WHAT TO PRODUCE:
Once the data has been read, restate all of it exactly.

DATA TO PROCESS:

○ ○ ○ ○

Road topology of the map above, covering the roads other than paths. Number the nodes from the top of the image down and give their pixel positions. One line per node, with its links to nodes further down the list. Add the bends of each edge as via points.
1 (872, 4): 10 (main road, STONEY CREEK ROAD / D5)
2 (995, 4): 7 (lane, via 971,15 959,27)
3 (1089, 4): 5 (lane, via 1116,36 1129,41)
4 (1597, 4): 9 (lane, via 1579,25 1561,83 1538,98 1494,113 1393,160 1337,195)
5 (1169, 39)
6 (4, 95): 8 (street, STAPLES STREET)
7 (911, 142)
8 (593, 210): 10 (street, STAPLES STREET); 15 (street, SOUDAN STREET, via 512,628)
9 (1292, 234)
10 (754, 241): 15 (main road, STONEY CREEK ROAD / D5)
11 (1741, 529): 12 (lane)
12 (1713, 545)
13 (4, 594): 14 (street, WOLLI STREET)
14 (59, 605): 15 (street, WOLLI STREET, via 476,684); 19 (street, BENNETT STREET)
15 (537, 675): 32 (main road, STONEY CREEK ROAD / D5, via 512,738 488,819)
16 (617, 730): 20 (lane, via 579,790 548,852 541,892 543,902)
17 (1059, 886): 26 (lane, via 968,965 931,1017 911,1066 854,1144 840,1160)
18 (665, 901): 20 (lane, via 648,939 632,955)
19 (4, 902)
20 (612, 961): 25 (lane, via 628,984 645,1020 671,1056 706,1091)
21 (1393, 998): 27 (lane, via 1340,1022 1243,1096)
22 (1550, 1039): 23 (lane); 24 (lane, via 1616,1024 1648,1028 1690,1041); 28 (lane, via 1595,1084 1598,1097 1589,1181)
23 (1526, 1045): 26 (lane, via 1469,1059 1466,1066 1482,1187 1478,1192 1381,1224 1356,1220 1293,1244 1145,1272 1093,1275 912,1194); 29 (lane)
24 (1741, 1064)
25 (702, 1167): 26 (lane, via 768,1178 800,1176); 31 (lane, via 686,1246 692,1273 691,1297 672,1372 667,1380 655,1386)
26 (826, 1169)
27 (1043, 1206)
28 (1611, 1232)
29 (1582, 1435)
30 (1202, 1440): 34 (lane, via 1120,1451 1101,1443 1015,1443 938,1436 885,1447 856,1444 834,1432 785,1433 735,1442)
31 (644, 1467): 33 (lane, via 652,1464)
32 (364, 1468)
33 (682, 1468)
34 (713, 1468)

○ ○ ○ ○

YOUR RESPONSE:
Road topology of the map above, covering the roads other than paths. Number the nodes from the top of the image down and give their pixel positions. One line per node, with its links to nodes further down the list. Add the bends of each edge as via points.
1 (872, 4): 10 (main road, STONEY CREEK ROAD / D5)
2 (995, 4): 7 (lane, via 971,15 959,27)
3 (1089, 4): 5 (lane, via 1116,36 1129,41)
4 (1597, 4): 9 (lane, via 1579,25 1561,83 1538,98 1494,113 1393,160 1337,195)
5 (1169, 39)
6 (4, 95): 8 (street, STAPLES STREET)
7 (911, 142)
8 (593, 210): 10 (street, STAPLES STREET); 15 (street, SOUDAN STREET, via 512,628)
9 (1292, 234)
10 (754, 241): 15 (main road, STONEY CREEK ROAD / D5)
11 (1741, 529): 12 (lane)
12 (1713, 545)
13 (4, 594): 14 (street, WOLLI STREET)
14 (59, 605): 15 (street, WOLLI STREET, via 476,684); 19 (street, BENNETT STREET)
15 (537, 675): 32 (main road, STONEY CREEK ROAD / D5, via 512,738 488,819)
16 (617, 730): 20 (lane, via 579,790 548,852 541,892 543,902)
17 (1059, 886): 26 (lane, via 968,965 931,1017 911,1066 854,1144 840,1160)
18 (665, 901): 20 (lane, via 648,939 632,955)
19 (4, 902)
20 (612, 961): 25 (lane, via 628,984 645,1020 671,1056 706,1091)
21 (1393, 998): 27 (lane, via 1340,1022 1243,1096)
22 (1550, 1039): 23 (lane); 24 (lane, via 1616,1024 1648,1028 1690,1041); 28 (lane, via 1595,1084 1598,1097 1589,1181)
23 (1526, 1045): 26 (lane, via 1469,1059 1466,1066 1482,1187 1478,1192 1381,1224 1356,1220 1293,1244 1145,1272 1093,1275 912,1194); 29 (lane)
24 (1741, 1064)
25 (702, 1167): 26 (lane, via 768,1178 800,1176); 31 (lane, via 686,1246 692,1273 691,1297 672,1372 667,1380 655,1386)
26 (826, 1169)
27 (1043, 1206)
28 (1611, 1232)
29 (1582, 1435)
30 (1202, 1440): 34 (lane, via 1120,1451 1101,1443 1015,1443 938,1436 885,1447 856,1444 834,1432 785,1433 735,1442)
31 (644, 1467): 33 (lane, via 652,1464)
32 (364, 1468)
33 (682, 1468)
34 (713, 1468)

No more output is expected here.